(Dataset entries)
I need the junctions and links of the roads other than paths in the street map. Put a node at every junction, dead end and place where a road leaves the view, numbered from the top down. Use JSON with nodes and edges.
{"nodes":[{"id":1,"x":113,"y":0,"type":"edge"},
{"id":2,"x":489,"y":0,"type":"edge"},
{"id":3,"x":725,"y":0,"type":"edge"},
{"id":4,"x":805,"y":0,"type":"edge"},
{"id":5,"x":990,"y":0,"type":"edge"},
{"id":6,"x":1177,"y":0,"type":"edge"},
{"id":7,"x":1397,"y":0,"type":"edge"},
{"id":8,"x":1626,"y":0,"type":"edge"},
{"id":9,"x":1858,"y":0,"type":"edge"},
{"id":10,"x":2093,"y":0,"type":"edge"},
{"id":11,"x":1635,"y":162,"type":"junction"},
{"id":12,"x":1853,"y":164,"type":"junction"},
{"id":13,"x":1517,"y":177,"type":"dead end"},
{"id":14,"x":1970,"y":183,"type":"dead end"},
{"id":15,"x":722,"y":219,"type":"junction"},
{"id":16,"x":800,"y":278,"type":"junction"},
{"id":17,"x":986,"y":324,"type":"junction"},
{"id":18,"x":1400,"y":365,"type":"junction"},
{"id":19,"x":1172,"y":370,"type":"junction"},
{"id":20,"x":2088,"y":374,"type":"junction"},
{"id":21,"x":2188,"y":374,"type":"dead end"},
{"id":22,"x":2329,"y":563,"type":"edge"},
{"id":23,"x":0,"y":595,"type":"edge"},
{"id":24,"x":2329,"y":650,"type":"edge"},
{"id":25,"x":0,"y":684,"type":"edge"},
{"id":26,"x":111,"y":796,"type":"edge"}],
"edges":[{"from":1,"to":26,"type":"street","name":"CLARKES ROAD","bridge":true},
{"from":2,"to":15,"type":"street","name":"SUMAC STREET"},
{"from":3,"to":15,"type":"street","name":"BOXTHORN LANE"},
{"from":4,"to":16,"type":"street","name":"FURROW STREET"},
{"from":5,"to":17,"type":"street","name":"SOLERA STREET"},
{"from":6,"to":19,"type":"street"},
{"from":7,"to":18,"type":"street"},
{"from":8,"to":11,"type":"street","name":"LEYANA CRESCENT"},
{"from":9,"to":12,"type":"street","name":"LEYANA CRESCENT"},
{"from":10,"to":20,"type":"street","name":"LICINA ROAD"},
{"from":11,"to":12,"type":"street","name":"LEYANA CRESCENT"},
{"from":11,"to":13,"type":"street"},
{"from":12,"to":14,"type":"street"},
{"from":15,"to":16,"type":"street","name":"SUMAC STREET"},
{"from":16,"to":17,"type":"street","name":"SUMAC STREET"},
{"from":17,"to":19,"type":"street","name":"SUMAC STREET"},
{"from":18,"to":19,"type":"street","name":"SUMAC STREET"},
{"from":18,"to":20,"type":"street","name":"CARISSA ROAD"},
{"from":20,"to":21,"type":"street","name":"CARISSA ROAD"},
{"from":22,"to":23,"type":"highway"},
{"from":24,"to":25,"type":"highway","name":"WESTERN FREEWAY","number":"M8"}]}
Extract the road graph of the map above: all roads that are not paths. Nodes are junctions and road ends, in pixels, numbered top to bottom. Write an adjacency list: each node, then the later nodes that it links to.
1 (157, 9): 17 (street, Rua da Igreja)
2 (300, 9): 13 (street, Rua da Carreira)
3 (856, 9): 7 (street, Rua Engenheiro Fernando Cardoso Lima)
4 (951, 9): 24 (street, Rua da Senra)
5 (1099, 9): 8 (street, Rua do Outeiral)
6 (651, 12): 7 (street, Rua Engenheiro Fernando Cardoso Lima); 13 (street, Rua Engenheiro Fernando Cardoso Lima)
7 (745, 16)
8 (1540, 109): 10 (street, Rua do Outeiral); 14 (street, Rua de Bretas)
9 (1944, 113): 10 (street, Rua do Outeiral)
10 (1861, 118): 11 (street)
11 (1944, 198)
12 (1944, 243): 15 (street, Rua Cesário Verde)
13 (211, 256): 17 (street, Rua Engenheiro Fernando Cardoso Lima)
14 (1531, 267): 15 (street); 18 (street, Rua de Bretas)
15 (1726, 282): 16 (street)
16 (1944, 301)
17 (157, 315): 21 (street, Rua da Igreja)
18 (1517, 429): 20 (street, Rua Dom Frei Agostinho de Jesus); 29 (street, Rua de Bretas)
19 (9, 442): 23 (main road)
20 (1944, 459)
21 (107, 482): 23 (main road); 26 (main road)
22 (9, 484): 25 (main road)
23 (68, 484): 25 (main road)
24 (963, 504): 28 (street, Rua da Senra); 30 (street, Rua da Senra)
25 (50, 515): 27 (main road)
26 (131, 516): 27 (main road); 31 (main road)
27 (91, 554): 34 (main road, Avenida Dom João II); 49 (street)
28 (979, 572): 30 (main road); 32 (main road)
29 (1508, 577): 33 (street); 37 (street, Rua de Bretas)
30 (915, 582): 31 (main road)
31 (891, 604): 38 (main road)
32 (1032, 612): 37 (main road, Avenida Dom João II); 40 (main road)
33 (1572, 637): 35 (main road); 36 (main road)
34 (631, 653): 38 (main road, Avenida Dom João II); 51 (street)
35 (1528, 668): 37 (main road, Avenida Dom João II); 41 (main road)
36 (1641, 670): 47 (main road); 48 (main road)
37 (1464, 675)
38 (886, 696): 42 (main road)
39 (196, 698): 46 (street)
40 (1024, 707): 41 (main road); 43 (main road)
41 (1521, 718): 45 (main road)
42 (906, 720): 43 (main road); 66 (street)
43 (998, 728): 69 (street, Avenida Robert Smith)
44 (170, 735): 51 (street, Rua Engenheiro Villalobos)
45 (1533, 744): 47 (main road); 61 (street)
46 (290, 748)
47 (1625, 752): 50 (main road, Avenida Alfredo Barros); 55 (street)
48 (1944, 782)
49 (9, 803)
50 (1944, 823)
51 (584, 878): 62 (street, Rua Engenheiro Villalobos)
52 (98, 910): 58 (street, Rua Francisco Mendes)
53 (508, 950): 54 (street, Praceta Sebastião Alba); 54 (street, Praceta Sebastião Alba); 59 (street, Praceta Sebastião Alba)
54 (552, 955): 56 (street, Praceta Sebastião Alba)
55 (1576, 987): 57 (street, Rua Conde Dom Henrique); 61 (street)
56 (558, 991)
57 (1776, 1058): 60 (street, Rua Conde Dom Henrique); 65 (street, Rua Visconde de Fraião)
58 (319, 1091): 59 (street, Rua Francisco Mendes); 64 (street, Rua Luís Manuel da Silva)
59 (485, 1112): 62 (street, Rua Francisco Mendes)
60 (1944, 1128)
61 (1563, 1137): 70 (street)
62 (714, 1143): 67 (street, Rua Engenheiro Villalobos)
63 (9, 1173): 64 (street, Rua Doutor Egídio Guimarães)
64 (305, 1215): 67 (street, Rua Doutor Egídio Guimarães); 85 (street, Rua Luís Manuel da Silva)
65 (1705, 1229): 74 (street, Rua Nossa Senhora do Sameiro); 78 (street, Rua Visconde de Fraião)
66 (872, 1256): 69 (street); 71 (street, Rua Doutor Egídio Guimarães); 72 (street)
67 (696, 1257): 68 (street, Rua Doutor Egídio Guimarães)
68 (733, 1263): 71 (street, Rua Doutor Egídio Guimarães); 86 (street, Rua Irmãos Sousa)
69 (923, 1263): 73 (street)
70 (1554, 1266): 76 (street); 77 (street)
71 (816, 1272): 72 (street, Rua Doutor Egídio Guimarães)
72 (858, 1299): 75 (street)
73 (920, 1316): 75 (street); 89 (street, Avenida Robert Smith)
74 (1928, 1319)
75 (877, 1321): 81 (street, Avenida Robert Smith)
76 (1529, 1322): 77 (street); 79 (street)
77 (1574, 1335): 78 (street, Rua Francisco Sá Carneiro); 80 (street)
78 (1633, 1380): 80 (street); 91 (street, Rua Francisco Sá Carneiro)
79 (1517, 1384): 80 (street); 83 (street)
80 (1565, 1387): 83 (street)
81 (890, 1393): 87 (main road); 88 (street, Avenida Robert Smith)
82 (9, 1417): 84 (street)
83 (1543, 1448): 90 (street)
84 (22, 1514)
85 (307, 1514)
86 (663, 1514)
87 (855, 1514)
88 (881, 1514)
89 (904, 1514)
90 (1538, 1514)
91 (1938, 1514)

Your instructions >>
In the data above, how many lines include the word "junctions"? Answer with the number only.

Written answer >>
2